Panicked and sweating, my client (I will call him “Ethan,” not his real name) was sitting in my office. Ethan continued: “She was my girlfriend. I had sex with her and then told her that I was breaking up with her. She went nuts and started to scratch and hit herself, all the while screaming “rape!” She smashed lamps and threw things so the neighbors could hear. I tried to calm her down. She scratched my face with her fingernails and then screamed even louder. I freaked out and ran before the police came. Some of her neighbors saw me leave her apartment.”
Ethan described her as petite and pretty, someone who cried easily. I also learned that she had over-stayed her visa and was thus illegally in the United States. She had hoped to marry Ethan in order to stay in the country.
A few days before he came to my office, Ethan received a call from an investigator from the San Francisco police department requesting an interview with him at the station house to “clear up some questions.” He was understandably fearful. Without any eyewitnesses, it would be his word against the district attorney, it’s forensic laboratory, the Sheriff’s office and a typically conservative, pro - prosecution Judge.
To my mind, Ethan’s story was plausible. But was it a believable one? On the prosecution’s side was a small, pretty woman who cried easily. The district attorney’s forensic laboratory would produce evidence of sex (in the form of Ethan’s semen) , plus signs of a struggle in the form of Ethan’s skin fragments under her nails. In addition there were the broken items in her apartment and her screams, heard by neighbors.
I grilled Ethan about the facts, testing him for contradictions. He seemed genuine and truthful. Nevertheless I was cautious. I remembered my first client interview as a law school intern working for the Marin County Public Defender’s office. The interviewee was an inmate behind bars awaiting his first court date. He cried. He told me he was in the wrong place at the wrong time. He was a victim of circumstance. I believed his version of the facts - until I found out that two eyewitnesses had a video of him battering and robbing two victims at the same time with a baseball bat.

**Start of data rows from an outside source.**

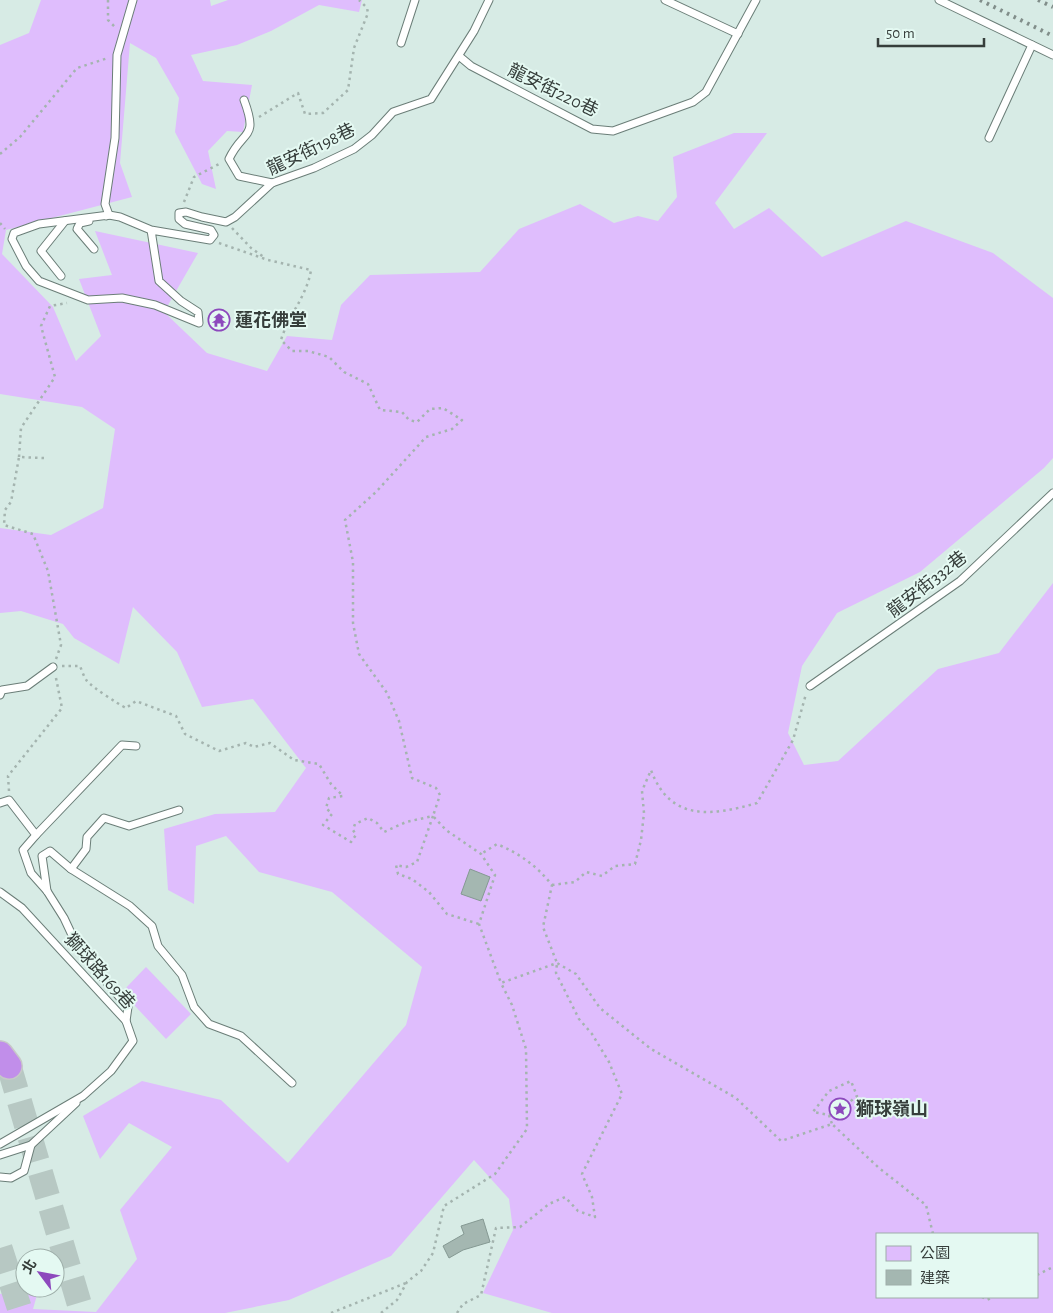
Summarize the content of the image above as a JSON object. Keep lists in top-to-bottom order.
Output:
{
  "streets": {
    "lane": [
      "龍安街220巷",
      "龍安街198巷",
      "龍安街332巷",
      "獅球路169巷"
    ]
  },
  "crossings": [
    ["龍安街220巷", "龍安街198巷"]
  ],
  "places": {
    "temple": ["蓮花佛堂"],
    "place": ["獅球嶺山"]
  },
  "legend": ["公園", "建築"],
  "scale_bar": "50 m",
  "north": "top left"
}
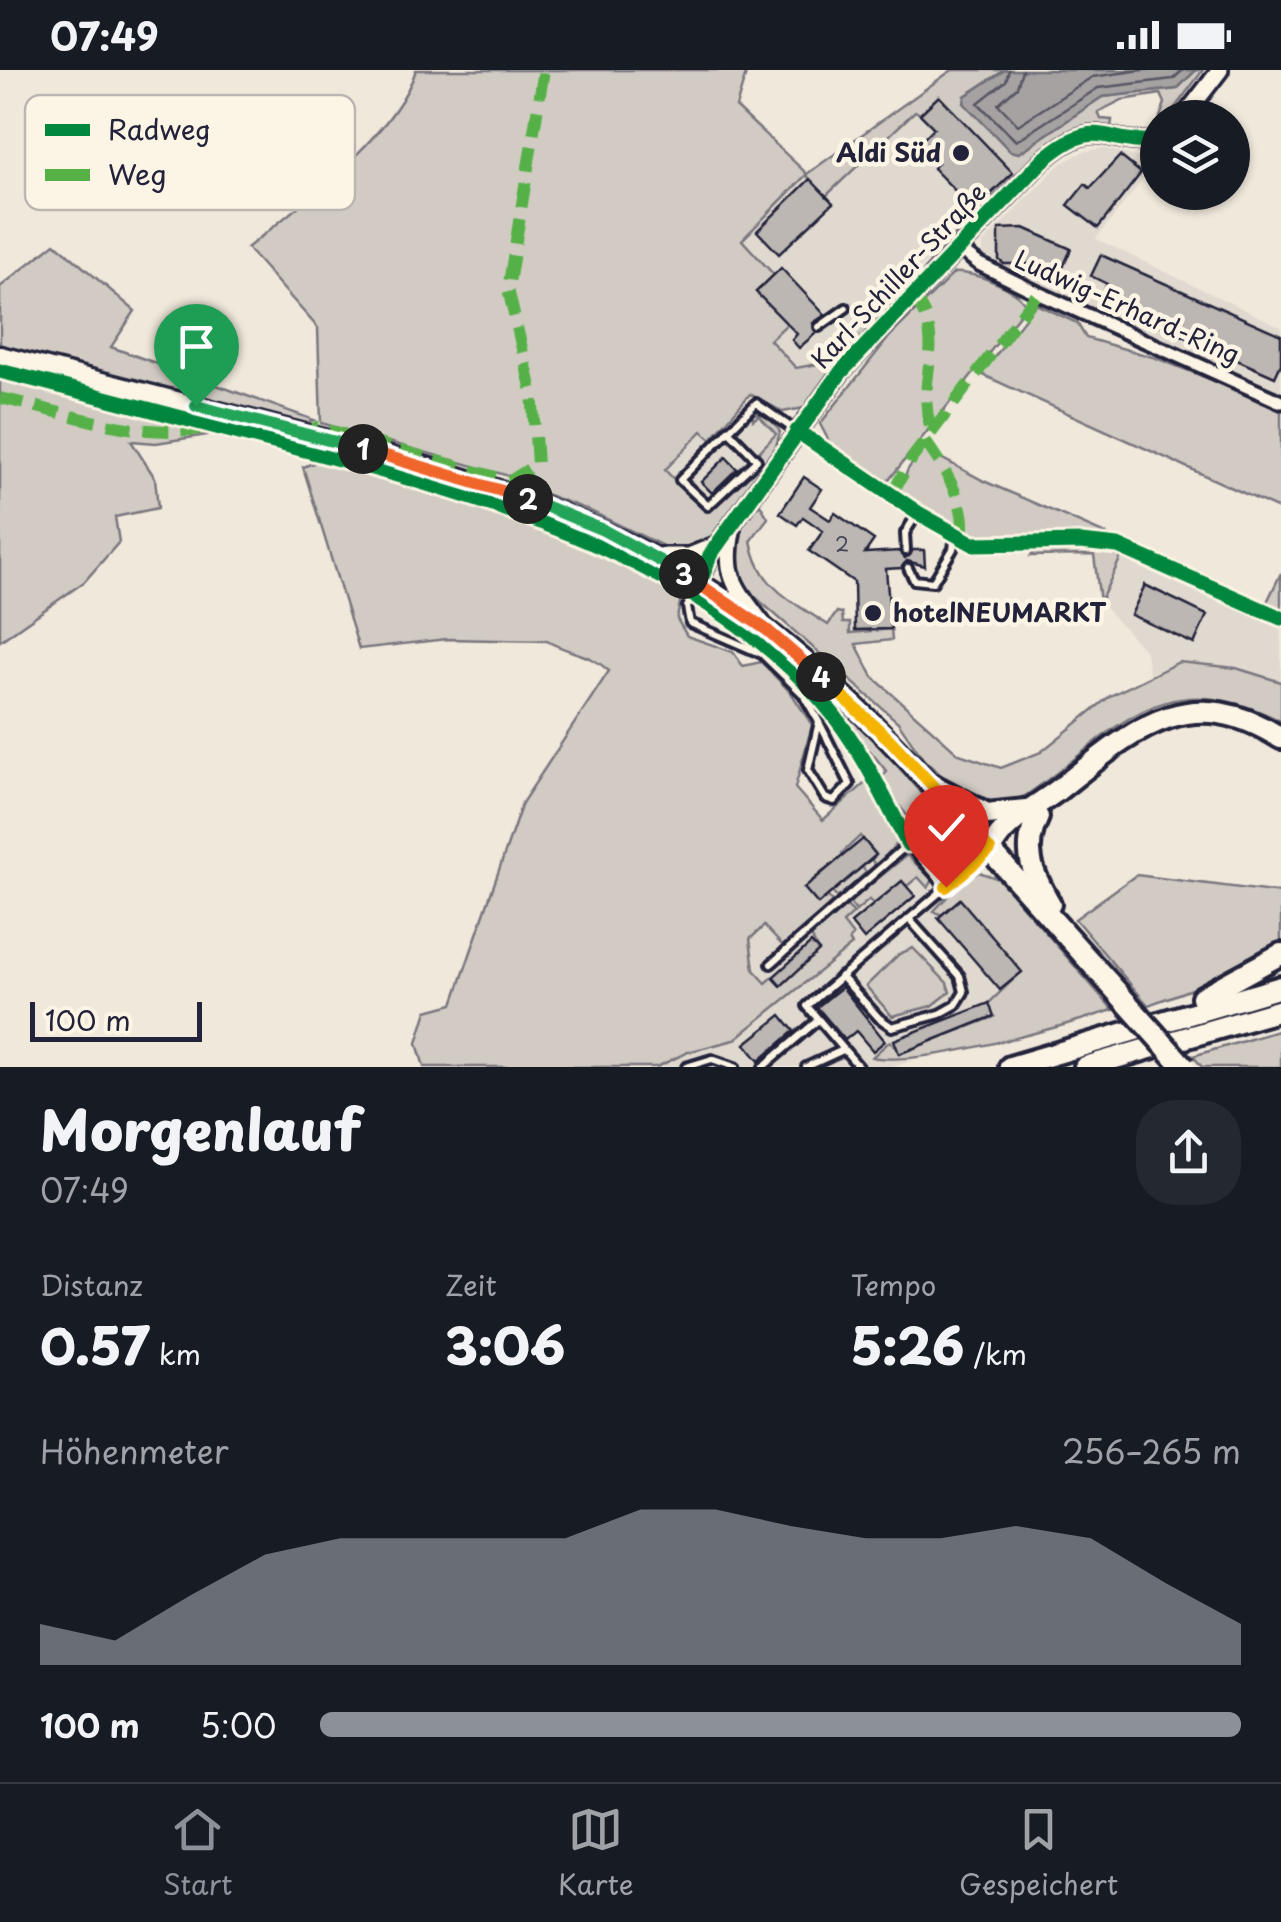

Ethan was just as emphatic as my first client. I placed a call to the police investigator and discovered where the girlfriend’s scratches were placed on Ethan’s body, and how her clothes were torn. My experience told me that those wounds could have been self-inflicted, as were the way her clothes were torn.
If Ethan’s case went forward, Ethan would have a choice. He could either accept a “plea bargain” (for a definition, please see my website under “Getting Started – legal process”) to a reduced charge and sentence, or proceed to trial, risk conviction and be sentenced to significant jail time in a California State prison for rape.
Or, I could rely on my experience and instincts and allow Ethan to be questioned by the police investigator, knowing that anything Ethan said could and would be used against him in court. With Ethan’s consent, I chose this course of action.
Ethan and I met with the police investigator, who recorded the interview. In preparation, I told Ethan to emphasize some facts, but not much else, as I wanted him to be as he appeared before me – scared, honest and emphatic. The investigator grilled him as I had, looking for factual inconsistencies and judging his character. I apprized the investigator of the girlfriend’s motive to lie - for revenge that she would not be able get a green card through him.
A few days later, the police investigator called me. The investigator told me that after his interview with Ethan he had interviewed the girlfriend again. This time, she broke down and told the investigator she had made the whole thing up because she was upset over the break up and wanted to marry Ethan. As a result, no charges would be brought against Ethan.
There have been few times during my legal career that I have allowed the police to interview my client before an arrest was made. Because of the risks involved, I think long and hard before recommending such a course of action to my clients. However, on each of those occasions, without exception, charges were dropped.